■ **TASK ITEM**
Within the entries below, count the lines that hold the string "place" and give only that number.

■ **Dataset entries**

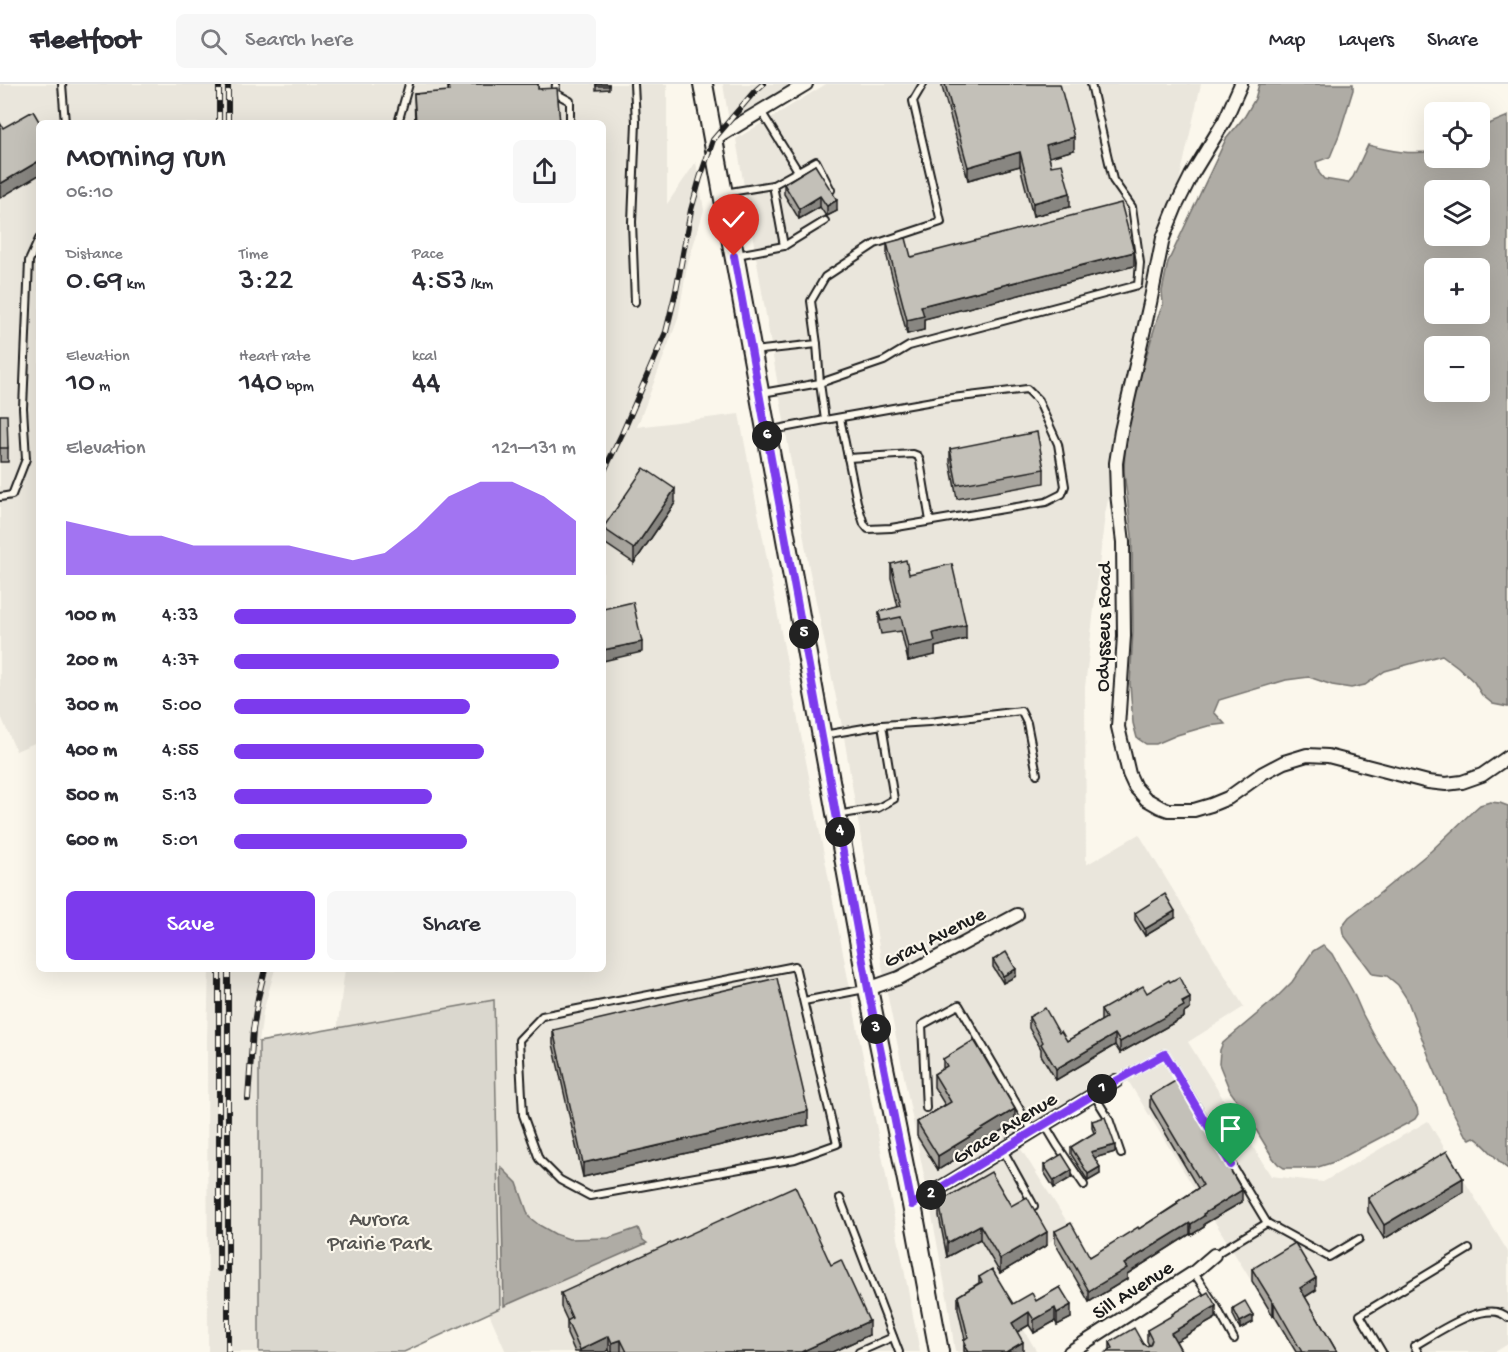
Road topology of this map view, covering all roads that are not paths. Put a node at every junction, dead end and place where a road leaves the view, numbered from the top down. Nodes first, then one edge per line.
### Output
1 (62, 84) edge
2 (409, 84) edge
3 (556, 84) edge
4 (634, 84) edge
5 (704, 84) edge
6 (806, 84) edge
7 (923, 84) edge
8 (1091, 84) edge
9 (1241, 84) edge
10 (761, 111) junction
11 (66, 120) edge
12 (399, 120) edge
13 (570, 120) edge
14 (713, 140) junction
15 (798, 171) junction
16 (773, 185) junction
17 (831, 190) edge
18 (723, 193) junction
19 (825, 221) dead end
20 (36, 246) edge
21 (784, 246) junction
22 (734, 256) junction
23 (635, 302) dead end
24 (817, 344) junction
25 (752, 352) junction
26 (820, 383) junction
27 (760, 394) junction
28 (840, 418) junction
29 (825, 420) junction
30 (766, 431) junction
31 (848, 458) junction
32 (0, 497) edge
33 (930, 521) junction
34 (882, 725) junction
35 (822, 735) junction
36 (1508, 757) edge
37 (1037, 774) dead end
38 (837, 815) junction
39 (1017, 915) dead end
40 (868, 989) junction
41 (804, 1001) junction
42 (1116, 1081) joint
43 (1094, 1094) junction
44 (926, 1108) dead end
45 (1045, 1124) junction
46 (1033, 1132) junction
47 (1003, 1150) junction
48 (1121, 1154) dead end
49 (1084, 1185) dead end
50 (840, 1198) dead end
51 (912, 1205) junction
52 (1034, 1206) edge
53 (1267, 1223) junction
54 (1359, 1239) dead end
55 (1469, 1249) dead end
56 (1214, 1255) joint
57 (1193, 1273) junction
58 (1508, 1318) edge
59 (893, 1337) junction
60 (1234, 1339) dead end
61 (859, 1352) edge
62 (899, 1352) edge
63 (939, 1352) edge
64 (1070, 1352) edge
65 (1382, 1352) edge
66 (1418, 1352) edge

1 - 11 lane
2 - 12 lane
3 - 13 lane
4 - 23 lane
5 - 14 main road
6 - 10 street
7 - 24 lane
8 - 26 lane
9 - 36 street, Odysseus Road
10 - 14 street
10 - 15 lane
14 - 18 main road
15 - 16 lane
15 - 17 lane
16 - 18 lane
16 - 21 lane
18 - 22 main road
19 - 21 lane
20 - 32 lane
21 - 22 lane
22 - 25 main road
24 - 25 lane
24 - 26 lane
25 - 27 main road
26 - 27 lane
26 - 29 lane
27 - 30 main road
28 - 29 lane
28 - 31 lane
28 - 33 lane
29 - 30 lane
30 - 35 main road
31 - 33 lane
31 - 33 lane
34 - 35 lane
34 - 37 lane
34 - 38 lane
35 - 38 main road
38 - 40 main road
39 - 40 street, Gray Avenue
40 - 41 lane
40 - 51 main road
41 - 41 lane
42 - 43 street, Grace Avenue
42 - 53 lane
43 - 45 street, Grace Avenue
43 - 48 lane
44 - 46 lane
45 - 46 street, Grace Avenue
45 - 49 lane
46 - 47 street, Grace Avenue
47 - 51 street, Grace Avenue
47 - 52 lane
50 - 59 lane
51 - 63 main road
53 - 54 lane
53 - 56 lane
55 - 65 lane
56 - 57 street, Sill Avenue
57 - 60 lane
57 - 64 street, Sill Avenue
58 - 66 lane
59 - 61 lane
59 - 62 lane

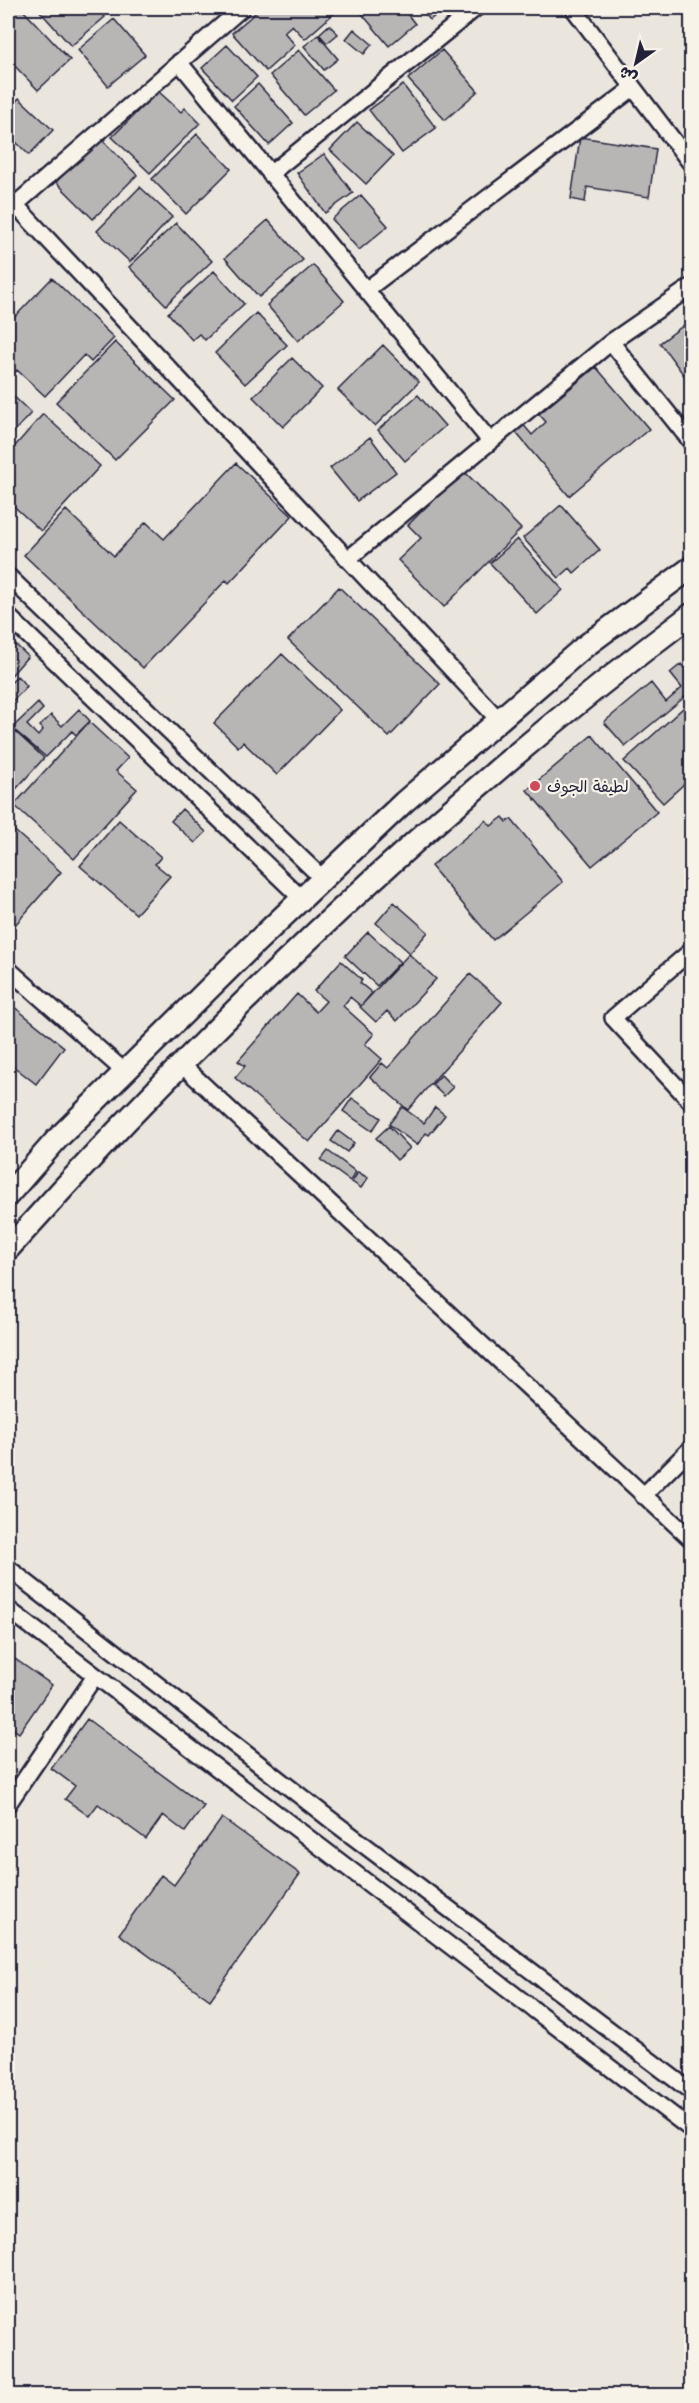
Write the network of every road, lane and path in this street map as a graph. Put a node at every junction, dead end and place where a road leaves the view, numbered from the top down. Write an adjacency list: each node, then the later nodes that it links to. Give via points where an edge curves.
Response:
1 (242, 8): 4 (street)
2 (476, 8): 7 (street)
3 (573, 8): 5 (street)
4 (179, 62): 7 (street); 8 (street)
5 (633, 88): 6 (street); 10 (street)
6 (692, 165)
7 (270, 174): 10 (street)
8 (11, 201): 14 (street)
9 (692, 286): 11 (street)
10 (366, 290): 12 (street)
11 (611, 342): 12 (street); 13 (street)
12 (490, 441): 14 (street)
13 (692, 443)
14 (348, 559): 19 (street)
15 (692, 567): 19 (street, via 584,647)
16 (8, 576): 20 (street)
17 (692, 614): 24 (street, via 603,681 418,840 349,901)
18 (8, 616): 21 (street)
19 (498, 719): 20 (street)
20 (322, 878): 21 (street)
21 (301, 898): 25 (street)
22 (692, 950): 26 (street, via 613,1018)
23 (8, 969): 25 (street)
24 (181, 1064): 28 (street); 30 (street)
25 (125, 1072): 27 (street, via 57,1139)
26 (692, 1103)
27 (8, 1195)
28 (8, 1249)
29 (692, 1447): 30 (street)
30 (644, 1496): 31 (street)
31 (692, 1540)
32 (8, 1568): 36 (street, via 331,1820)
33 (8, 1609): 34 (street)
34 (95, 1676): 35 (street); 37 (street)
35 (8, 1804)
36 (692, 2092)
37 (692, 2130)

■ **TASK RESULT**
2